We make frequent trips to New England, partly because we love it so, partly because we have both roots and family there. Our visits often begin and end at my brother-in-law and sister-in-law’s home in Vermont. On one such visit, we took a fascinating field trip to, of all places, a cemetery.
But not just any cemetery. I had a specific reason for wanting to see Hope Cemetery in Barre, VT, where the Italian immigrant stonecutters crafted magnificent monuments for themselves, their loved ones, their co-workers, with staggering Old World skill. Vermont, it turns out, isn’t just about the magnificent Green Mountains, but also about what lies beneath.
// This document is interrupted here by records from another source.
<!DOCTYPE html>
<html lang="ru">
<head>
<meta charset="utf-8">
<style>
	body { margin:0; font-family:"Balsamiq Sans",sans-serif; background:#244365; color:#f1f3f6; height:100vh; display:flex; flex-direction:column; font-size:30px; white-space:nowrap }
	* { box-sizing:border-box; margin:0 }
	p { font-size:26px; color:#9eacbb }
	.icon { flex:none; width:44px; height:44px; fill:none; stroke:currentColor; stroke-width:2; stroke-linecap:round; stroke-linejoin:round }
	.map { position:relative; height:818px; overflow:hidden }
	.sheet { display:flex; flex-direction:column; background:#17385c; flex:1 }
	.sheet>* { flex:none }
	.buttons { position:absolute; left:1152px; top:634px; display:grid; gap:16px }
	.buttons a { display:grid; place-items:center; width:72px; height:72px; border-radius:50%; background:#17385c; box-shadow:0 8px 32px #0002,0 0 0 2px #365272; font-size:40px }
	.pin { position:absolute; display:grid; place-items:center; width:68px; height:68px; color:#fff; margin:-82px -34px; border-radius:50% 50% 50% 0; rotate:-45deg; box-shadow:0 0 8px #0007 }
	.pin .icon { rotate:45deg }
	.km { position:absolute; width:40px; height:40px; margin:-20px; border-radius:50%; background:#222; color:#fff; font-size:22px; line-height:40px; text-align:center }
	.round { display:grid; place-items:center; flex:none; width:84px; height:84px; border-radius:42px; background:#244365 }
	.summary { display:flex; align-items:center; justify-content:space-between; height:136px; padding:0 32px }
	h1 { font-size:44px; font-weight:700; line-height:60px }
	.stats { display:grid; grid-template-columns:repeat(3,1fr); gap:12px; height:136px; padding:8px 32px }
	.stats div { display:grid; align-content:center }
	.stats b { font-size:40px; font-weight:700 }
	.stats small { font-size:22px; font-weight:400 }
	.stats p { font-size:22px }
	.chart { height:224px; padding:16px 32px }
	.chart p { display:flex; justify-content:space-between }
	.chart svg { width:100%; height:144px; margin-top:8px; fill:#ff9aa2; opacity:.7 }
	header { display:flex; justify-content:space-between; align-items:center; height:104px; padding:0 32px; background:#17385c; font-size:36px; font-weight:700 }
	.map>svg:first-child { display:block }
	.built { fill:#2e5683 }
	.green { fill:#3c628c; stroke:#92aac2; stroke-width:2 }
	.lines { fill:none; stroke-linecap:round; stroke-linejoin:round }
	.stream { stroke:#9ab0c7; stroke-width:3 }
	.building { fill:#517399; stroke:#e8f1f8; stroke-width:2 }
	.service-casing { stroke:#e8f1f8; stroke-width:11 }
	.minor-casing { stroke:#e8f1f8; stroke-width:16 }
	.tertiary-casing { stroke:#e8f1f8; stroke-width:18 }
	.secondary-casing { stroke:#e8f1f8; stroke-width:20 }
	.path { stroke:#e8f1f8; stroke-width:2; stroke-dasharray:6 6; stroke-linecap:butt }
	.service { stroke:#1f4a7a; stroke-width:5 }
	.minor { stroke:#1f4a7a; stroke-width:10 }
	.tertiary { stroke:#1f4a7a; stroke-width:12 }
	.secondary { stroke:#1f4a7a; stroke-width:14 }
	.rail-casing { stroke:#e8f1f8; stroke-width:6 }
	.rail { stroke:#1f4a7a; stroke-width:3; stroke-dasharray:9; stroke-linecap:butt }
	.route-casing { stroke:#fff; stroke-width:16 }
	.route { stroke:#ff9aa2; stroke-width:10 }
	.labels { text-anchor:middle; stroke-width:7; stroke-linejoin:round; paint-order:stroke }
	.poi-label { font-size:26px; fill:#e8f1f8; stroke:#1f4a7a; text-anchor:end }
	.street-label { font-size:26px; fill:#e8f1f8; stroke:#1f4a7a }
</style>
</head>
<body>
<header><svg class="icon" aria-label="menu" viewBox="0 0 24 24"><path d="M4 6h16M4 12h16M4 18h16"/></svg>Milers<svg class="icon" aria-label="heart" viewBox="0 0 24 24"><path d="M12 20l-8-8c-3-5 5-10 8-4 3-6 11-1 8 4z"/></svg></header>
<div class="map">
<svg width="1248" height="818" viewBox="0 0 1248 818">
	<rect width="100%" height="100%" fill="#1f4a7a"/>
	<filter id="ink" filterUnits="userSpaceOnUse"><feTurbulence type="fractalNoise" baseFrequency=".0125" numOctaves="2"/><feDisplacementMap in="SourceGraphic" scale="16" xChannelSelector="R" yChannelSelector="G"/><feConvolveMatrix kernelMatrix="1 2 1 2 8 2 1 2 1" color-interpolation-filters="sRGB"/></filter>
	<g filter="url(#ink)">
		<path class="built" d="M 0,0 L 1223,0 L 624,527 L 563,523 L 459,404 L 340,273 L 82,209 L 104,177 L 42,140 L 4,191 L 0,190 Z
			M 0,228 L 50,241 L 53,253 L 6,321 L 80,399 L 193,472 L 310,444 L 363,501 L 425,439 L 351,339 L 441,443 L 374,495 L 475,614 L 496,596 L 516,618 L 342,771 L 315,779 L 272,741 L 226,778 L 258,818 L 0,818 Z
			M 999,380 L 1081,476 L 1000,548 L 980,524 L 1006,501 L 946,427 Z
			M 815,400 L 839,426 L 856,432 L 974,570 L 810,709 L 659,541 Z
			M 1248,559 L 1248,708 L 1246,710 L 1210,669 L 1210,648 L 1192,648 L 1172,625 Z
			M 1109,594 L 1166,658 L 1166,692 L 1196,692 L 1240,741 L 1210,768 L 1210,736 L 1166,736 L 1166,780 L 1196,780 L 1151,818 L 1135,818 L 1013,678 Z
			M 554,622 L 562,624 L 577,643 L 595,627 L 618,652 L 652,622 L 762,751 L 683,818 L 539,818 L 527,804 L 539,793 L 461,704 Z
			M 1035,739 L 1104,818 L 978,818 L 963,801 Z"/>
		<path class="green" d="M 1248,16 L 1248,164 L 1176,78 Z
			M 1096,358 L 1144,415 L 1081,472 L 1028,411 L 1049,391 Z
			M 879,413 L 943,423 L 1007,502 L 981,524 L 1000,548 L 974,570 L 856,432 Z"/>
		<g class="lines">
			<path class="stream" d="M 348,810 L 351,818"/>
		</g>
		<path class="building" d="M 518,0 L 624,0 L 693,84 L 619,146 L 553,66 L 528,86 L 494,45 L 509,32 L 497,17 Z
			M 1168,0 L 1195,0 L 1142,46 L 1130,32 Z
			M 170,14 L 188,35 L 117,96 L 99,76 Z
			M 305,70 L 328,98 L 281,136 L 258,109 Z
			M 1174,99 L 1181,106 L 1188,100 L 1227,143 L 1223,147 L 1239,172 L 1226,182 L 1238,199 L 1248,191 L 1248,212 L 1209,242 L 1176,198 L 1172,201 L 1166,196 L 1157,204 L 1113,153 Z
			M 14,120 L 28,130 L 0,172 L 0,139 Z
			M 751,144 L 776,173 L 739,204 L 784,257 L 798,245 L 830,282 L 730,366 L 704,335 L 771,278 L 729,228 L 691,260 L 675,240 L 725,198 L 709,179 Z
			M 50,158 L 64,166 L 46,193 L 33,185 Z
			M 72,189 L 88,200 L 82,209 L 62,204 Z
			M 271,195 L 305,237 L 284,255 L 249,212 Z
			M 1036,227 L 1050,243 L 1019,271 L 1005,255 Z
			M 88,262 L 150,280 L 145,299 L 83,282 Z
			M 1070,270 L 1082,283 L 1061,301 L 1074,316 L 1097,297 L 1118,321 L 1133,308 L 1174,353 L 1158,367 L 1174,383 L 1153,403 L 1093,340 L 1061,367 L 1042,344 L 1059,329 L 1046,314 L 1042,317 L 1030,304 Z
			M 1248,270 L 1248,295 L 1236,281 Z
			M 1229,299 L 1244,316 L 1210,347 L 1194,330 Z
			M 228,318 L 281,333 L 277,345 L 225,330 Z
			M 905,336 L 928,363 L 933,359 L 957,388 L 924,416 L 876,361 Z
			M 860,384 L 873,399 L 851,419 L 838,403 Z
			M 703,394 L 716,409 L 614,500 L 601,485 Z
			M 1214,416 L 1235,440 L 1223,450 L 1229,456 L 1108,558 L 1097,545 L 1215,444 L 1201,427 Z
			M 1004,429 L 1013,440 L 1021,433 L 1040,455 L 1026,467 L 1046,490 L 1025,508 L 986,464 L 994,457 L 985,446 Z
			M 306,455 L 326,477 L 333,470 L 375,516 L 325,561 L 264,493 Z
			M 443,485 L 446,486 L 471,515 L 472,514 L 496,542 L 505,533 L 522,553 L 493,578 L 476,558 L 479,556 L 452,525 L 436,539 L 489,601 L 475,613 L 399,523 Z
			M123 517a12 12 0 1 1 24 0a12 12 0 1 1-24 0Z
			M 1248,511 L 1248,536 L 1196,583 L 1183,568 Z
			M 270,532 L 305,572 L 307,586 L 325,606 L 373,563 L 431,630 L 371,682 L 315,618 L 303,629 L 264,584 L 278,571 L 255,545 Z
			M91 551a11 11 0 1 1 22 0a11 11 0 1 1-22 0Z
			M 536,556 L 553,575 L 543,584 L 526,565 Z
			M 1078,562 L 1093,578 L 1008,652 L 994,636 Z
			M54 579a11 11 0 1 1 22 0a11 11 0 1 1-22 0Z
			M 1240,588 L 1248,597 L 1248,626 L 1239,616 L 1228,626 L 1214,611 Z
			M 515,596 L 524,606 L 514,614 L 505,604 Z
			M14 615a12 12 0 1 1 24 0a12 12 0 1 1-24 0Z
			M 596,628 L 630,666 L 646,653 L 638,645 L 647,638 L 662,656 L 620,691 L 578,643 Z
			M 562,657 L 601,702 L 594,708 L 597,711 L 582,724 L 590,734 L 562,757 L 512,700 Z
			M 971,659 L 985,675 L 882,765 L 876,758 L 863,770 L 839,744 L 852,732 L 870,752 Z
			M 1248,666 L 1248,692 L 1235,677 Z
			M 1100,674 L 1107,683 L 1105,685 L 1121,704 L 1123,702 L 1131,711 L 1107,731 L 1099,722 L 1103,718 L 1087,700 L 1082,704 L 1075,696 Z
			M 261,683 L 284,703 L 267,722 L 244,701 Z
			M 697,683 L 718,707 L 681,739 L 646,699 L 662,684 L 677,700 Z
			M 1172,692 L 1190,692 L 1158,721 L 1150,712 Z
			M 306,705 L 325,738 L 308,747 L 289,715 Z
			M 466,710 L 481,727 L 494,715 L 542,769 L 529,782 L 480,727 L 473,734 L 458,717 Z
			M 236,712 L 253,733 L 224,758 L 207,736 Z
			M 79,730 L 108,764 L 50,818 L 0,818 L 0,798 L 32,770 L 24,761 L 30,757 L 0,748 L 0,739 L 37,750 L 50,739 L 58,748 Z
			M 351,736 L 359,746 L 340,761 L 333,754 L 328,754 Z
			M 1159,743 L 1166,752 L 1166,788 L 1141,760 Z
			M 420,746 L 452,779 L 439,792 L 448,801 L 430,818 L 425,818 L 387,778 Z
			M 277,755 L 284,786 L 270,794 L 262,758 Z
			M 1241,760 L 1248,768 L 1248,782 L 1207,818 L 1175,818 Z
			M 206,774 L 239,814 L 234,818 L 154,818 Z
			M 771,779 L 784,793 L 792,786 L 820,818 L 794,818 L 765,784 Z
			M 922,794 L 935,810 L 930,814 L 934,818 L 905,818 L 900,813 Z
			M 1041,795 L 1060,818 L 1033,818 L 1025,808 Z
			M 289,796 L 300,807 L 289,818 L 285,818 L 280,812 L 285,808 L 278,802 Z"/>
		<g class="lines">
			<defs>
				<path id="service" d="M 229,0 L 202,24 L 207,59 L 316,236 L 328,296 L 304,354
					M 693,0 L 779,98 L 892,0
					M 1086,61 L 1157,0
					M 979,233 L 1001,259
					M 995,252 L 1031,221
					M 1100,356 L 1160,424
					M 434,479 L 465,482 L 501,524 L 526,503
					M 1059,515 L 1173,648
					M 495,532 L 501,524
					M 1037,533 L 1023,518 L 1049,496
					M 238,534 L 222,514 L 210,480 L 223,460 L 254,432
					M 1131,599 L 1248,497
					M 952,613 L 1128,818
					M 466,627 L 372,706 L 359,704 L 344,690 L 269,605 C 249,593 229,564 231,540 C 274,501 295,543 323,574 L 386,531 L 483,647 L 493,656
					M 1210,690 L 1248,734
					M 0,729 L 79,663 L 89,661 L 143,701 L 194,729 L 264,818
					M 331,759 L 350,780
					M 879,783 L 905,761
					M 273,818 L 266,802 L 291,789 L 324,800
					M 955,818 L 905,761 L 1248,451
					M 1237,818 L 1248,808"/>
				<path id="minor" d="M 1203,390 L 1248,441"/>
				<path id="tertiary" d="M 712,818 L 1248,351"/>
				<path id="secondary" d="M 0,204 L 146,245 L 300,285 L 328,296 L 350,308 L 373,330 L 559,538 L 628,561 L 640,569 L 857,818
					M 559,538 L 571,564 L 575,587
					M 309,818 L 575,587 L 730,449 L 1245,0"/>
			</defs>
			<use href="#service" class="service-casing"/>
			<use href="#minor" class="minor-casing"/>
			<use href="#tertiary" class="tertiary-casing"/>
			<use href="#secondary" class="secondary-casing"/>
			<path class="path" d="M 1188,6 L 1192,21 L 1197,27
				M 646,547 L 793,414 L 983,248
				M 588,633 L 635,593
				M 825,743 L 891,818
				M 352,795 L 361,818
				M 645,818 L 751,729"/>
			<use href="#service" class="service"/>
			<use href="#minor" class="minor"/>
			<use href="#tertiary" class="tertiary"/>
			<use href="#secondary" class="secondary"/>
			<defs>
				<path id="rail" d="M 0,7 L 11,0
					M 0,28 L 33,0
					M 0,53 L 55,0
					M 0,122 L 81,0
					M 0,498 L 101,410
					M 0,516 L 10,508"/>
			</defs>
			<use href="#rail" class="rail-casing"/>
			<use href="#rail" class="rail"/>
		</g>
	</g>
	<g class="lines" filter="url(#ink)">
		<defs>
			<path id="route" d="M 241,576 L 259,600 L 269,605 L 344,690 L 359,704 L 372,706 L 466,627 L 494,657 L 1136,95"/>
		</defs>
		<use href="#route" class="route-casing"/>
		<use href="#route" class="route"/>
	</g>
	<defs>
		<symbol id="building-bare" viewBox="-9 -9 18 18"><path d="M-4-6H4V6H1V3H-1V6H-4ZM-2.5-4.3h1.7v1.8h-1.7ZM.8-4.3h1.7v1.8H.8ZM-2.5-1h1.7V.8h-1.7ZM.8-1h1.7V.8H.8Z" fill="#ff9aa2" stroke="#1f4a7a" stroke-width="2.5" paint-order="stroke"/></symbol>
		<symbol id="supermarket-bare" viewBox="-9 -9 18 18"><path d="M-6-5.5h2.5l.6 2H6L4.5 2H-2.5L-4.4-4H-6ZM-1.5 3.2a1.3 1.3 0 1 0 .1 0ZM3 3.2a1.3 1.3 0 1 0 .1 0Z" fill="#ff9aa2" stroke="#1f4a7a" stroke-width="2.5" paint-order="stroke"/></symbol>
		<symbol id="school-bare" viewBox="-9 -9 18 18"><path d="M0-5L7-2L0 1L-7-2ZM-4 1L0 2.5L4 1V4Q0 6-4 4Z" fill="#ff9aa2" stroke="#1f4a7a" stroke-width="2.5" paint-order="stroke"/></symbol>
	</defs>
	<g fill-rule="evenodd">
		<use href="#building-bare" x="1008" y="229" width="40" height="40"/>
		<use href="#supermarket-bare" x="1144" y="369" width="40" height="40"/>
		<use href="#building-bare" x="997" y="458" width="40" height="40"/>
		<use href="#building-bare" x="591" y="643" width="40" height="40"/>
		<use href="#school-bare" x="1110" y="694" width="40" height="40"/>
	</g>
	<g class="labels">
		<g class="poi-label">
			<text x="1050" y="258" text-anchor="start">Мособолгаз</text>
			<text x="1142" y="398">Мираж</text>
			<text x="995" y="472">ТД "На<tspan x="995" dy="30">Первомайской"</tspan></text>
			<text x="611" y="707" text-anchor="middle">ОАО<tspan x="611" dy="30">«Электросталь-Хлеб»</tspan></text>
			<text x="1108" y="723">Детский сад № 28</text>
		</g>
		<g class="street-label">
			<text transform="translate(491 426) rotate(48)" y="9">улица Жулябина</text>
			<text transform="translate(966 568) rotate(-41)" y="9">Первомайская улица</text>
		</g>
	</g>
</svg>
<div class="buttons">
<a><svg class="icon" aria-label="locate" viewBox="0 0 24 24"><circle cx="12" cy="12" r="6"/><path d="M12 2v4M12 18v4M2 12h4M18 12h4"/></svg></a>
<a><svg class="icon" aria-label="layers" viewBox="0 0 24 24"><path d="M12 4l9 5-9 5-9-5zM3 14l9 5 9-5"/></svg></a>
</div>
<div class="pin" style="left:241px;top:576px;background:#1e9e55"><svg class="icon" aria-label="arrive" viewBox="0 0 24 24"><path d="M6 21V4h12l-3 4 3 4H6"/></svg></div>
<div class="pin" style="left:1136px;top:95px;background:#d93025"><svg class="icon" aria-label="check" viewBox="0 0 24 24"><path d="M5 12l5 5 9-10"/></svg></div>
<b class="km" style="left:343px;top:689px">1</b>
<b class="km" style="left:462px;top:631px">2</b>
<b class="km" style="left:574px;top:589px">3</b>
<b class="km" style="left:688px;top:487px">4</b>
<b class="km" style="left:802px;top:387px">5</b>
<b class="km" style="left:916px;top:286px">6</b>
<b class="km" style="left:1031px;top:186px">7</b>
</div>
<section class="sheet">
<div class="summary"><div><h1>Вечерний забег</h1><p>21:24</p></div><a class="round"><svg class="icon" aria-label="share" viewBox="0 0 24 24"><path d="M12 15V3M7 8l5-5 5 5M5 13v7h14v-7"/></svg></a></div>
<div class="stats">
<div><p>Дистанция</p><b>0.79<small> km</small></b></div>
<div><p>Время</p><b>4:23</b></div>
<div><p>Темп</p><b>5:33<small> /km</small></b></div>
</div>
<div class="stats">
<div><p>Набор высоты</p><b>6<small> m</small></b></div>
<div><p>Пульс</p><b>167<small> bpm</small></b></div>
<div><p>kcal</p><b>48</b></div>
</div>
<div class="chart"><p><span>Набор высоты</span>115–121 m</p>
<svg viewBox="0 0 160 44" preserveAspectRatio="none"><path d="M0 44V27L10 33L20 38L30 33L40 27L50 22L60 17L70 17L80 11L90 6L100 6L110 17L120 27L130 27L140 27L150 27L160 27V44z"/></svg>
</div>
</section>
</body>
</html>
Vermont calls itself the “granite capital of the world,” and Danby Quarry in Vermont is billed as “the largest marble quarry in the world.”
Apart from seeing the legendary sculptures that mark Hope Cemetery’s graves, I knew that at least one of my great or great-great uncles, immigrants from the village of Centrache in Calabria, had worked in a marble or granite quarry in Vermont. I wondered if perhaps he’d been buried in Hope Cemetery.
I plodded through one website after another, trying to find a family name among the available records of quarry workers and cemetery maps. Although the on-line search came up dry, and I never found a headstone with a familiar name, I still felt a satisfying sense of lineage walking through the cemetery.